The Phillip Island Important Bird Area comprises a 20 km^{2} strip of coastline along the south and west coasts of Phillip Island, Victoria, in south-eastern Australia.

==Description==
The site contains much of the Phillip Island Nature Park, including the tourist attraction of Penguin Parade, the headland of Cape Woolamai, sandy beaches, coastal vegetation of herbland, grassland and shrubland, and the offshore islets and reefs of the Nobbies and Seal Rocks at the western end of the island. It does not include the intertidal mudflats of the island's north-eastern coast, which are part of the Western Port Important Bird Area.

==Birds==
The site has been identified by BirdLife International as an Important Bird Area (IBA) because it supports over 1% of the world populations of little penguins (with up to 26,000 birds), short-tailed shearwaters (up to 450,000 pairs) and Pacific gulls (with an estimated 52-490 birds). In the past it was occasionally visited by small numbers of orange-bellied parrots. One of the largest breeding colonies of crested terns in Victoria (2800 pairs) is at the Nobbies. Pied and sooty oystercatchers, as well as hooded plovers, use the beaches.

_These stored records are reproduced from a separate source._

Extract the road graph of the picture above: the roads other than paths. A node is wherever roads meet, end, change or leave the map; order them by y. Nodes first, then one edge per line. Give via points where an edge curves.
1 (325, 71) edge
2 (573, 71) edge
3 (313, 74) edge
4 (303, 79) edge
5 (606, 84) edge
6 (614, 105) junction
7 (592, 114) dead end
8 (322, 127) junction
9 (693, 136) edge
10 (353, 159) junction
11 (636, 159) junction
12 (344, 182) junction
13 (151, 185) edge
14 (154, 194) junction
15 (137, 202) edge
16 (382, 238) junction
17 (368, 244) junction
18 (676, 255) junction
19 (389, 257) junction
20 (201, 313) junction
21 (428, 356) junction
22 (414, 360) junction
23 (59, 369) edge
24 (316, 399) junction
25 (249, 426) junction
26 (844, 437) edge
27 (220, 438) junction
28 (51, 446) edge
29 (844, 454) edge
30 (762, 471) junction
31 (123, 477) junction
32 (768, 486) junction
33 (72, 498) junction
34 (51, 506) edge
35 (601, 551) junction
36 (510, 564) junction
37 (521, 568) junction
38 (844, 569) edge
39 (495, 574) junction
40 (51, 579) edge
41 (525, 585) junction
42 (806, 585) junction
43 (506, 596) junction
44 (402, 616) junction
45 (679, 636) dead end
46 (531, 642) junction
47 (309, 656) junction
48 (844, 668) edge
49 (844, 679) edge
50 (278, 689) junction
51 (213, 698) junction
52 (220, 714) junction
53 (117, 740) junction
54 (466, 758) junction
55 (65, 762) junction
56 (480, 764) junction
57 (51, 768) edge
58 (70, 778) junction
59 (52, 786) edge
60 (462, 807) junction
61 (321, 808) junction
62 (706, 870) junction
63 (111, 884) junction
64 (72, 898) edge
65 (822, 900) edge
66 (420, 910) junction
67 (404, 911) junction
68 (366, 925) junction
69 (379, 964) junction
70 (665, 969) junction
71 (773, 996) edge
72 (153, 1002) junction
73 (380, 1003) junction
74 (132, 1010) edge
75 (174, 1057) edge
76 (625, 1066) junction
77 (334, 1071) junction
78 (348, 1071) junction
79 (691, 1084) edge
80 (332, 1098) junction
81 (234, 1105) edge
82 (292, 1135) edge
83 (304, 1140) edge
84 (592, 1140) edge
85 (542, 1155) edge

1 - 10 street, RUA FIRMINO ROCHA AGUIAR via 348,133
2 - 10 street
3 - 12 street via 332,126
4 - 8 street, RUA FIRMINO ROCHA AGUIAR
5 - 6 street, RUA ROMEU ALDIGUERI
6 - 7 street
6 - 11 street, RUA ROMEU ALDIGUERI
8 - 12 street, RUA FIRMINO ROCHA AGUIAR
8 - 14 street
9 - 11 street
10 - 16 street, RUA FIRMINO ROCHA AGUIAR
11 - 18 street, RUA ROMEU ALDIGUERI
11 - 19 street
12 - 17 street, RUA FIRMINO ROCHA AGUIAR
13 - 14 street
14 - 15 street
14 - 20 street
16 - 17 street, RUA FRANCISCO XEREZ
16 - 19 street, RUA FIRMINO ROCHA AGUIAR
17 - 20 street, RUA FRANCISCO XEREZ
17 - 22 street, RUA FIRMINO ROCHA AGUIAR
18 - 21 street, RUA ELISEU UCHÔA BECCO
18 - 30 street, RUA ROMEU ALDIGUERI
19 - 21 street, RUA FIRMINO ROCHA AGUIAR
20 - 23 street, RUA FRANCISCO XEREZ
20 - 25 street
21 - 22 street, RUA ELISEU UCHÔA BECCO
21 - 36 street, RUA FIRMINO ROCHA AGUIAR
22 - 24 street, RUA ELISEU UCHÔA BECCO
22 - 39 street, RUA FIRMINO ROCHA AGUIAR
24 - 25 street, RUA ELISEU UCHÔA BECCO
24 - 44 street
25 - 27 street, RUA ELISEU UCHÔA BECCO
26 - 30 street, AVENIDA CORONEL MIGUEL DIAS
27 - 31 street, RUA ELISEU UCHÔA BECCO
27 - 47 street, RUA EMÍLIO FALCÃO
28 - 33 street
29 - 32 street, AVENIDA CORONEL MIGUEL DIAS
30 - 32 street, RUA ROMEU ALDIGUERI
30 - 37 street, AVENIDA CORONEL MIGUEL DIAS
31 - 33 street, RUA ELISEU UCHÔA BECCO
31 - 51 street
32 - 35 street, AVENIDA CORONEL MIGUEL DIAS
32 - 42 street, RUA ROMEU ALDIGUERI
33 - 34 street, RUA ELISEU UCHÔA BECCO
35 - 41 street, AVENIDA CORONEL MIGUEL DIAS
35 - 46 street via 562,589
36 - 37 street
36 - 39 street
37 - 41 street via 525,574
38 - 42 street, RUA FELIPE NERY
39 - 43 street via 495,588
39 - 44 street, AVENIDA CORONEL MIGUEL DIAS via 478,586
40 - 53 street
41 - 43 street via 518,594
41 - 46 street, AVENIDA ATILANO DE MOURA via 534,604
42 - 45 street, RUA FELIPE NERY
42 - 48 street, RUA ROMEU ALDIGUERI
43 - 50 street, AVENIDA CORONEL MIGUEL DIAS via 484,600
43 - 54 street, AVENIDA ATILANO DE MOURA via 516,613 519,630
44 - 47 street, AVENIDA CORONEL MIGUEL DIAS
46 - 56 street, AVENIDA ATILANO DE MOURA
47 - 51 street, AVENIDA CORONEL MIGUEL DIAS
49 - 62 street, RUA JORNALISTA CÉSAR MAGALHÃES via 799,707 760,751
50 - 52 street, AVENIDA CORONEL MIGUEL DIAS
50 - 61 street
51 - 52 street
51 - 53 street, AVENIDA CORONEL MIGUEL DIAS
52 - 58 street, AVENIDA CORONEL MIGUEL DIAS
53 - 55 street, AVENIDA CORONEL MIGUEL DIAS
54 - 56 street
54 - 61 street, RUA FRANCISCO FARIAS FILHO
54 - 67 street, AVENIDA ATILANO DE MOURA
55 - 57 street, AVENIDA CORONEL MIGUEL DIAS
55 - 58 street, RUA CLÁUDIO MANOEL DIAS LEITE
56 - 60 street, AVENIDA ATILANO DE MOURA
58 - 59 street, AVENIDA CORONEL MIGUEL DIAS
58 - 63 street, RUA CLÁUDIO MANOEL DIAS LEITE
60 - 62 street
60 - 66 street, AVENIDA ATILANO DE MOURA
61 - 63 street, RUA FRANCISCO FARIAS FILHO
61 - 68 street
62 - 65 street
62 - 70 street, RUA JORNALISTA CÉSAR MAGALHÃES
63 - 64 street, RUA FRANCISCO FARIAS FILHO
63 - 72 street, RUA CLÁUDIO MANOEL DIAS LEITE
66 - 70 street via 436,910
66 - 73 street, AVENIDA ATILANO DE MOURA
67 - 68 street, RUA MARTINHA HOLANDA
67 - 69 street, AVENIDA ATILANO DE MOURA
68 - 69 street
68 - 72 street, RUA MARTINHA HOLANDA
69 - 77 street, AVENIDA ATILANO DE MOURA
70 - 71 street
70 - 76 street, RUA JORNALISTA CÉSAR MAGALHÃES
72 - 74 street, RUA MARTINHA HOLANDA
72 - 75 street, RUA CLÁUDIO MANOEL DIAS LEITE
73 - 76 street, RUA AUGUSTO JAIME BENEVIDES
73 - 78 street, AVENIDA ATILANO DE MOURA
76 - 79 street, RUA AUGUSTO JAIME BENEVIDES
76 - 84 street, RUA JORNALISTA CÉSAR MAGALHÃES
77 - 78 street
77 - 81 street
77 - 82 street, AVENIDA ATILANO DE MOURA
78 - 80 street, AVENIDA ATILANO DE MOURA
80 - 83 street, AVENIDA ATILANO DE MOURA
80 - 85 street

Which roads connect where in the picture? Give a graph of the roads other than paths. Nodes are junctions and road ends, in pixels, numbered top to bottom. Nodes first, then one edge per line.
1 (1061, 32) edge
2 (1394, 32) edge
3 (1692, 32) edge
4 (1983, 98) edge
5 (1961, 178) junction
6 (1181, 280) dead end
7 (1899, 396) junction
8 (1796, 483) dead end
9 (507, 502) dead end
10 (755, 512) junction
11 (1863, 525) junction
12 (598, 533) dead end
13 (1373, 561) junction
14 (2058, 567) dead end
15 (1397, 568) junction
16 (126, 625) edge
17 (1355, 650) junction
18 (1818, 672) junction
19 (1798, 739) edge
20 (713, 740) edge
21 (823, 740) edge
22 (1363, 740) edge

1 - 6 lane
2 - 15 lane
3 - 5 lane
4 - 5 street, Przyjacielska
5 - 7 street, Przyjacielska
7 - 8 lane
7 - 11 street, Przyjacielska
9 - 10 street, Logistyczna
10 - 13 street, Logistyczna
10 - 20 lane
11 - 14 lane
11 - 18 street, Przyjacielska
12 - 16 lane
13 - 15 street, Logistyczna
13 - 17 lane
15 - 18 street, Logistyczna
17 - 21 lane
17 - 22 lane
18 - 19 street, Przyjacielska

=== Little penguin colony ===
The colony's population has fluctuated over time with changes in land use and tourism practises evolving. A 1918 count estimated 200,000 birds. By 1987 the population had plummeted to 20,000. In 1940, the population was believed to have dropped from approximately 2000 birds to 200 rapidly due to a disease or pathogen, though these figures are inconsistent with the scientific literature.

In 2011 the colony was estimated to contain up to 26,000 birds.

An early detailed account of a visit to the colony was written by Donald Macdonald and published in The Argus in 1902.

The high public profile of the colony has assisted conservation efforts; as has its economic value as a tourist attraction. In 1987, more international visitors witness the penguins coming ashore at Phillip Island than visited Uluru. In the financial year 1985-86, 350,000 people saw the event, and at that time audience numbers were growing 12% annually.

==Seals==
Seal Rocks has the second largest colony in the world of Australian fur seals, with some 20,000-25,000 seals (25-30% of the global population) breeding or hauling-out there.